A Nexteer skilled tradesman told the WSWS, “My parents met in the plant. Without General Motors I wouldn’t even be here. But they cannot believe what is happening now.”

“The contract is bad news because they can replace all the full-time workers with part-timers, and they don’t have to pay them overtime,” an A shift worker told the Autoworker Newsletter Tuesday night.

“A lot of people are calling for a revote,” he continued. “There’s a year and a half in which our wages are frozen, and nobody gets any increase.”

Most, if not all, of the nominal wage increase over five years—leaving most full-time production workers at a poverty wage of less than $22—will be eaten away by inflation and increased health insurance costs.

“They are cramming it down our throats,” the worker said. “I would support a rank-and-file committee. We have to get something going in the plant.”

Workers in plants and schools in many parts of the US and internationally have responded to the initiative of the WSWS and the International Committee of the Fourth International for the building of a global network of rank-and-file committees independent of the unions and the big business parties. The WSWS Autoworker Newsletter is urging Nexteer workers to form such a committee and demand a full audit of the ratification vote supervised by representatives of the rank and file, not the UAW.

Nexteer workers, through their own committee, would formulate their own demands, based not on what the company says it can afford but on their own needs. The WSWS Autoworker Newsletter suggests that these demands include:

· Restoration of all previous wage cuts and contract concessions, particularly in the 2010 and 2015 contracts.

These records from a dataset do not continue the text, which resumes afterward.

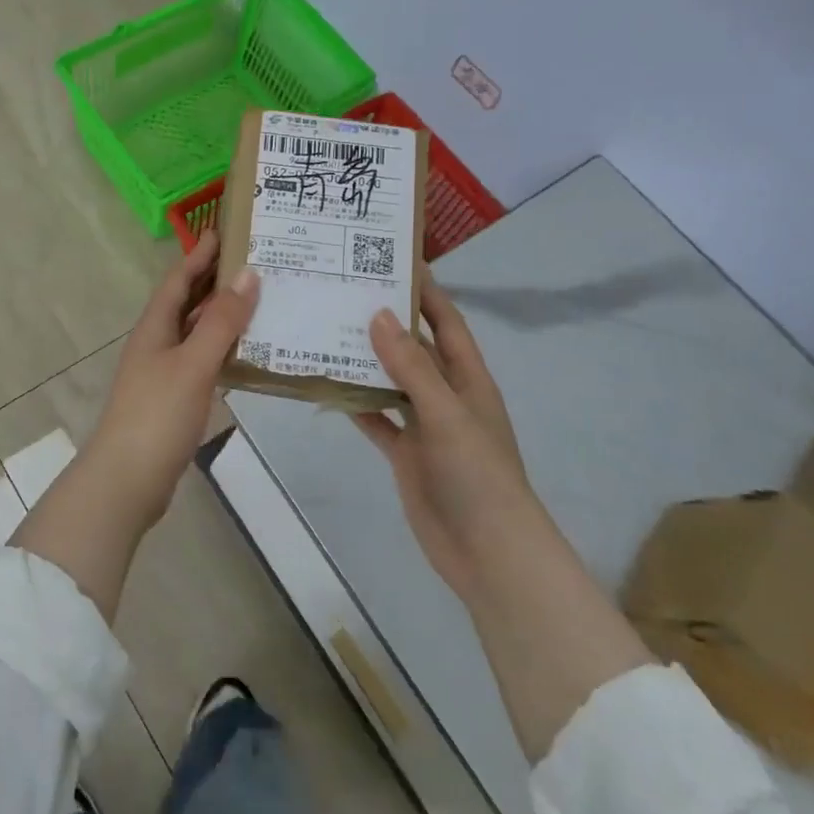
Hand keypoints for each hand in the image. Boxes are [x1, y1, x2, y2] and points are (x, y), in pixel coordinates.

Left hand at [84, 230, 259, 525]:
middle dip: (215, 279)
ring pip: (196, 331)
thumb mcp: (193, 364)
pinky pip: (202, 360)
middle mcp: (157, 342)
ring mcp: (164, 372)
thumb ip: (221, 321)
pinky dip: (223, 349)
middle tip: (254, 260)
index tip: (225, 229)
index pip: (178, 278)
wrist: (127, 481)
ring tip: (260, 300)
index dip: (199, 253)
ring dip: (222, 314)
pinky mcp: (174, 398)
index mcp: (155, 327)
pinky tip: (248, 352)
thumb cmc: (157, 415)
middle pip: (187, 301)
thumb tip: (248, 274)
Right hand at [354, 279, 530, 594]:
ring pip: (391, 381)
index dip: (426, 293)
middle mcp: (446, 395)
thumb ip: (411, 366)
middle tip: (344, 292)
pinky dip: (356, 404)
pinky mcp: (406, 453)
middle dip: (386, 321)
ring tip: (326, 329)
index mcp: (468, 379)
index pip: (447, 323)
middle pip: (414, 348)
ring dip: (366, 360)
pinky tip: (327, 385)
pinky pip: (377, 419)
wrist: (487, 552)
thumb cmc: (477, 474)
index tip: (393, 261)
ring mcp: (424, 425)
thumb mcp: (446, 413)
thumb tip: (377, 314)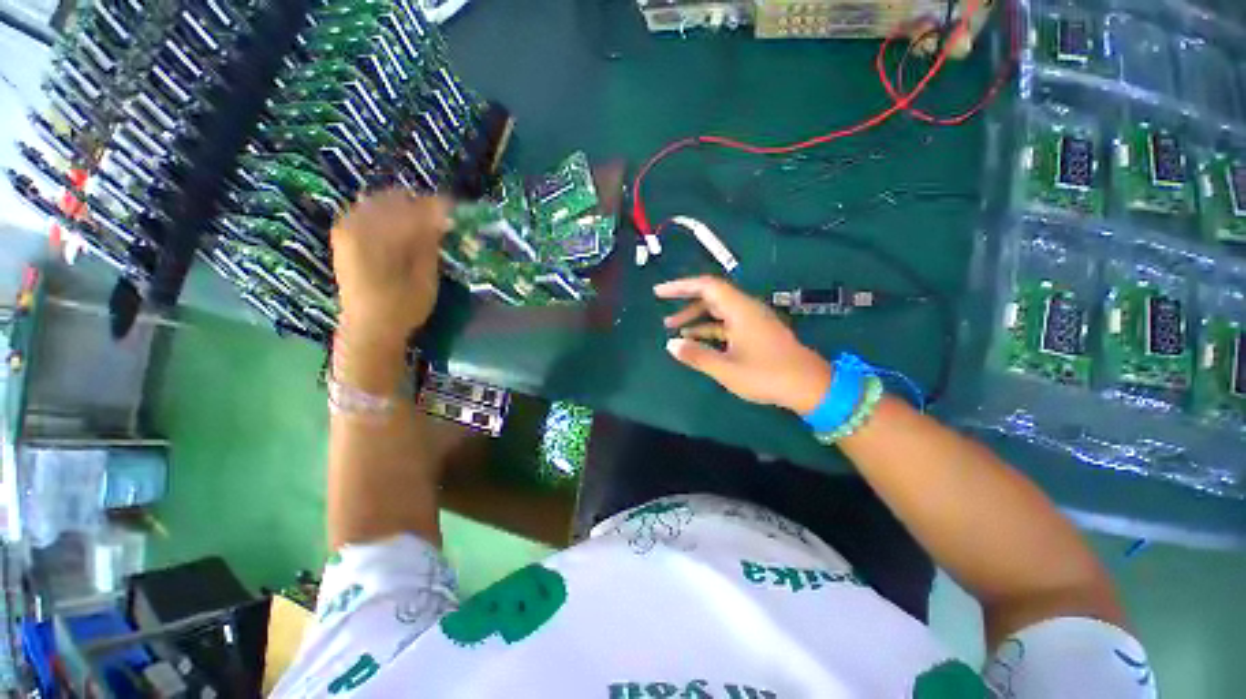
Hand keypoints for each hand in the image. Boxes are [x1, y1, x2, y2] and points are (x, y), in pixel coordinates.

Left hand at [331, 190, 450, 343]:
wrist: (369, 329)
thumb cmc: (403, 307)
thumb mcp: (425, 276)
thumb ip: (430, 242)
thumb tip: (442, 216)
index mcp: (380, 236)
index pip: (415, 208)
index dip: (438, 207)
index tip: (456, 211)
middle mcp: (358, 225)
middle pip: (395, 198)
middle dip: (420, 205)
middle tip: (440, 220)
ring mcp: (347, 229)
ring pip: (380, 202)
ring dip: (404, 209)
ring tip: (422, 225)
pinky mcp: (343, 237)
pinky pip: (366, 212)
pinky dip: (387, 215)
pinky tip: (400, 230)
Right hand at [656, 276, 832, 414]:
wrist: (809, 386)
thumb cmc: (767, 375)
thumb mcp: (726, 369)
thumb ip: (697, 355)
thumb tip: (671, 345)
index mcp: (740, 309)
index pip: (706, 286)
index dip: (680, 286)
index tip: (659, 292)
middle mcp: (745, 309)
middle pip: (710, 296)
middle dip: (685, 303)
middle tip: (664, 315)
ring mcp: (751, 320)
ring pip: (717, 311)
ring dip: (695, 317)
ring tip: (674, 329)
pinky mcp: (754, 332)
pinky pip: (725, 323)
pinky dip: (708, 328)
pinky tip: (695, 339)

· The hiring of all temporary and part-time workers as full-time workers at the same wages as all other workers.

· Further expansion of health care coverage at a reduced cost.

· An end to the tier system, the Alternative Work Schedule and Critical Plant Status.

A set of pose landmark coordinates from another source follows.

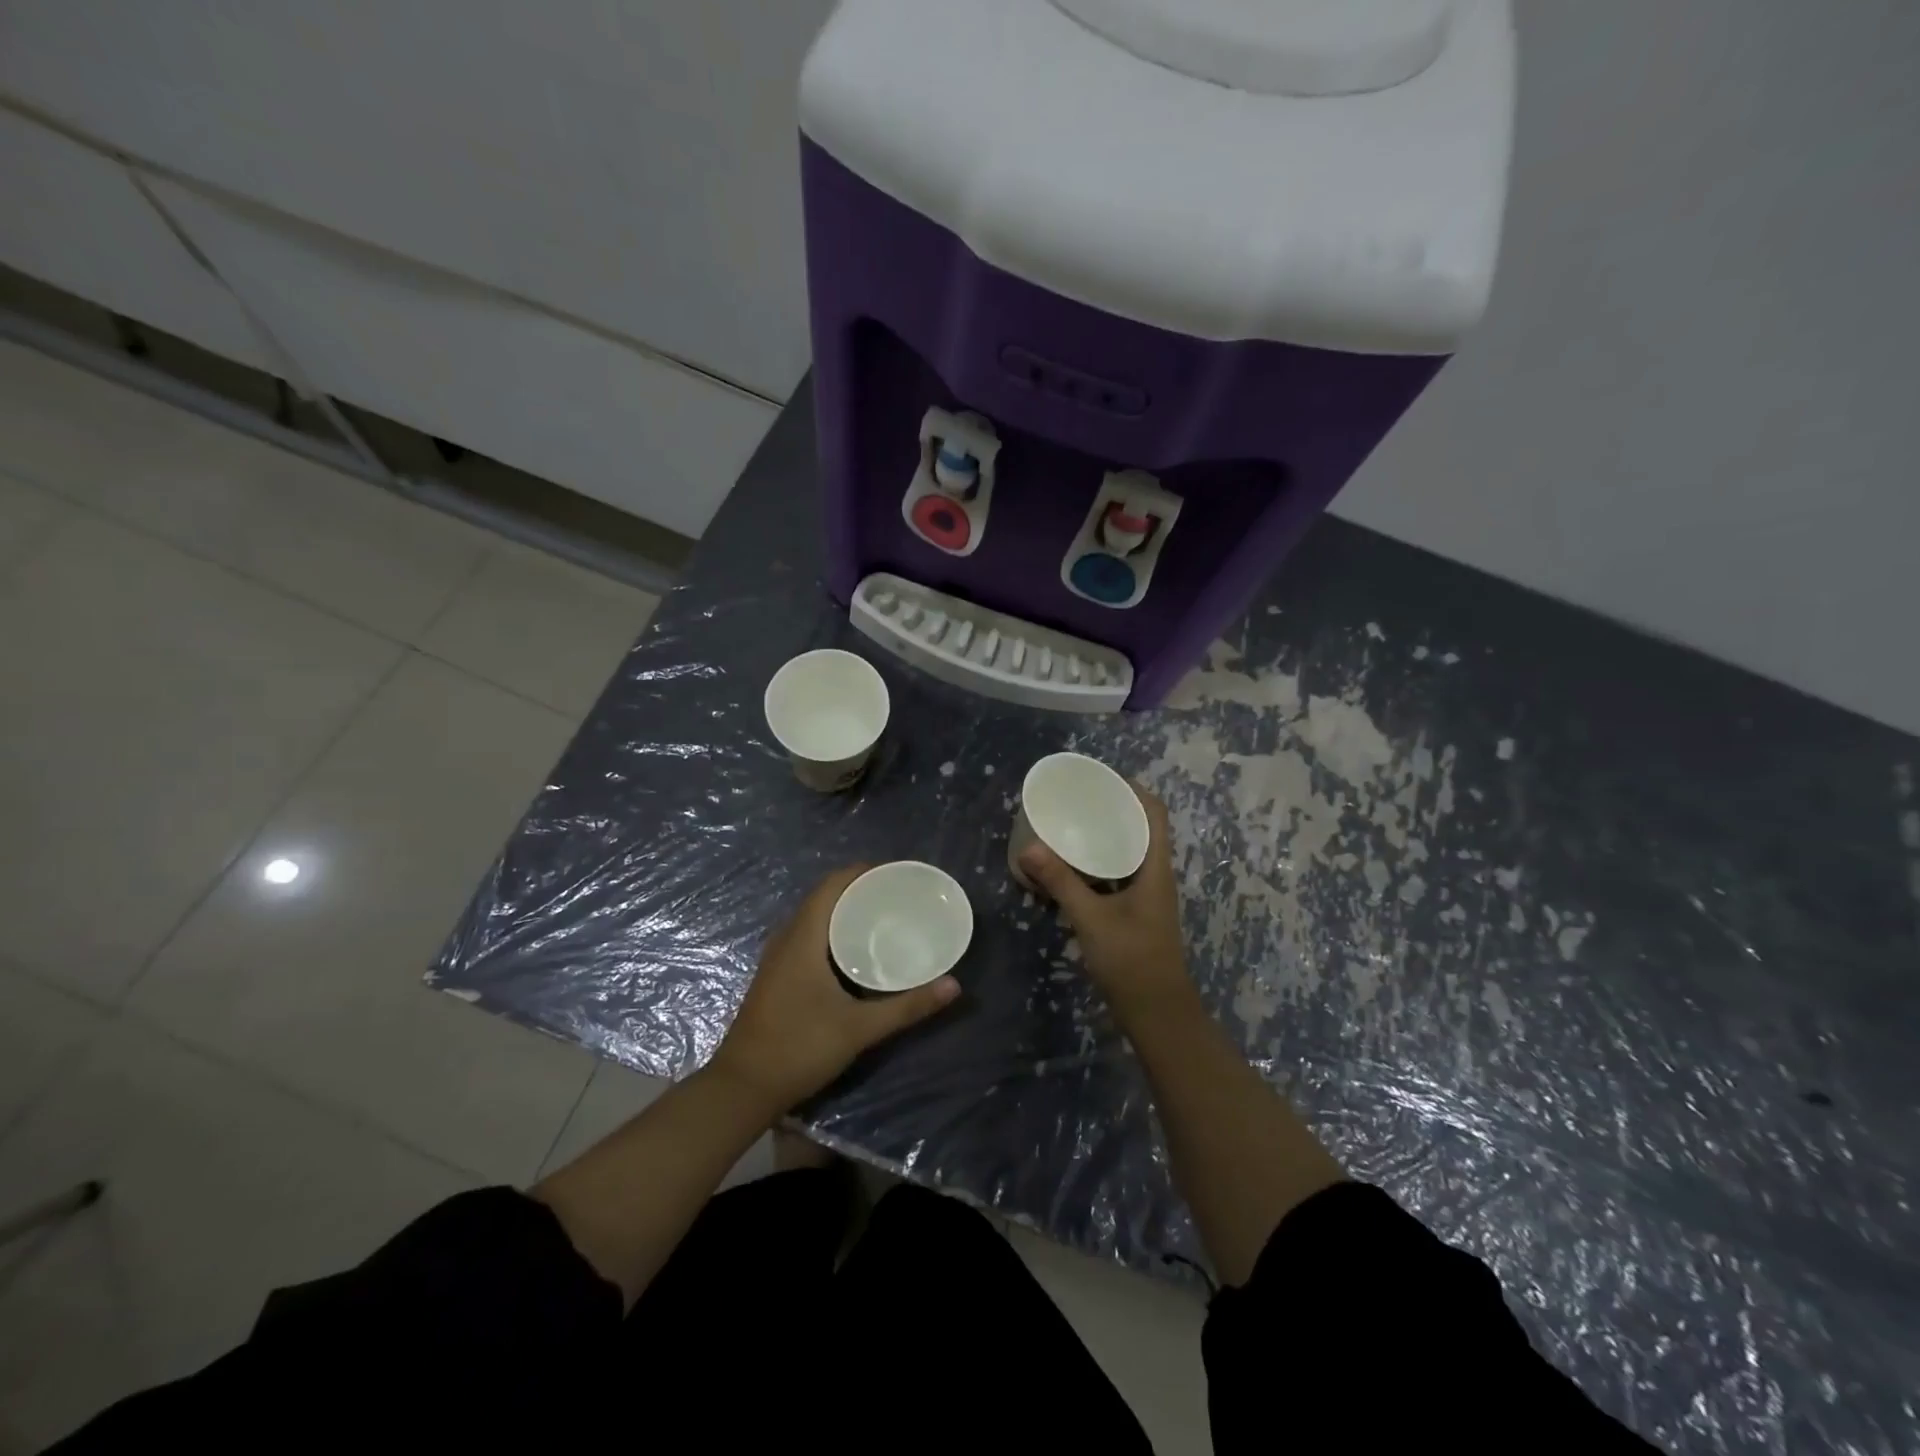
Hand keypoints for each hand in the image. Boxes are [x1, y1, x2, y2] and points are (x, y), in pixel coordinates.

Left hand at [709, 865, 960, 1110]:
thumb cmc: (799, 1048)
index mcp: (802, 938)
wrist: (742, 1089)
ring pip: (813, 918)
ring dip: (844, 910)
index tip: (895, 873)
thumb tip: (953, 986)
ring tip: (882, 915)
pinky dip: (832, 930)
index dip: (861, 872)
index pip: (831, 885)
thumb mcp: (859, 1028)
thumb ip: (907, 1007)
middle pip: (823, 898)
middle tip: (897, 895)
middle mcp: (786, 939)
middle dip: (858, 890)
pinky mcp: (776, 976)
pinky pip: (807, 936)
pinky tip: (854, 950)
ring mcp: (777, 958)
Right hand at [1019, 785, 1194, 1022]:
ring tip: (1070, 824)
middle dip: (1112, 809)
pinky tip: (1070, 866)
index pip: (1154, 813)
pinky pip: (1117, 874)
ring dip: (1105, 836)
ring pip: (1128, 852)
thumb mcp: (1092, 918)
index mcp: (1155, 868)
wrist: (1156, 1013)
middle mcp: (1155, 875)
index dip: (1134, 789)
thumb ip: (1061, 882)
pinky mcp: (1135, 912)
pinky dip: (1097, 864)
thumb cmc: (1132, 961)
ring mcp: (1146, 895)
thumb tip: (1029, 847)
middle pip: (1141, 828)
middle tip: (1076, 798)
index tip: (1101, 777)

On Saturday, the local ABC TV website reported the ratification of the Nexteer Saginaw contract, citing the union’s “52-48 percent” figure. It quoted UAW Local 699 President Tom Hurst as calling the procompany deal a “victory,” and saying, “I know it’s been a big relief for the bargaining committee and all of the staff at the union.”

The article went on to cite Hurst as saying the local union had agreed to a new schedule of weekly meetings “to restore critical communication between union officials and Nexteer management.”

On March 17, Nexteer issued a press release announcing its financial report for fiscal year 2020, boasting that the company’s second half profits for 2020, in the midst of the pandemic, were 14.1 percent higher than for the same period in 2019. It attributed this to aggressive cost-cutting.

It praised its “team” partners in accomplishing this feat, without directly naming the UAW. But it was the UAW that enforced the back-to-work policy of both Trump and the Democrats and kept workers on the job without a contract for 14 months.

The 2020 financial report indicated the degree to which the company was relying on the UAW to impose a new concessions contract on the Saginaw workers, following their overwhelming rejection of the first TA, which occurred one month before the March 2021 release of the company report. It stated:

“The Company and the UAW continue to work toward a new tentative collective bargaining agreement that is acceptable to the UAW local membership. There can be no assurances that the negotiations with the UAW will be resolved favorably or that the Company will not experience a work stoppage or disruption that could adversely affect the Company’s operating results and financial condition.”

Wall Street and Nexteer’s owners are acutely aware that the workers were potentially in a strong position if they had struck and fought to broaden the strike to wider layers of autoworkers and other sections of the working class. That remains the case today.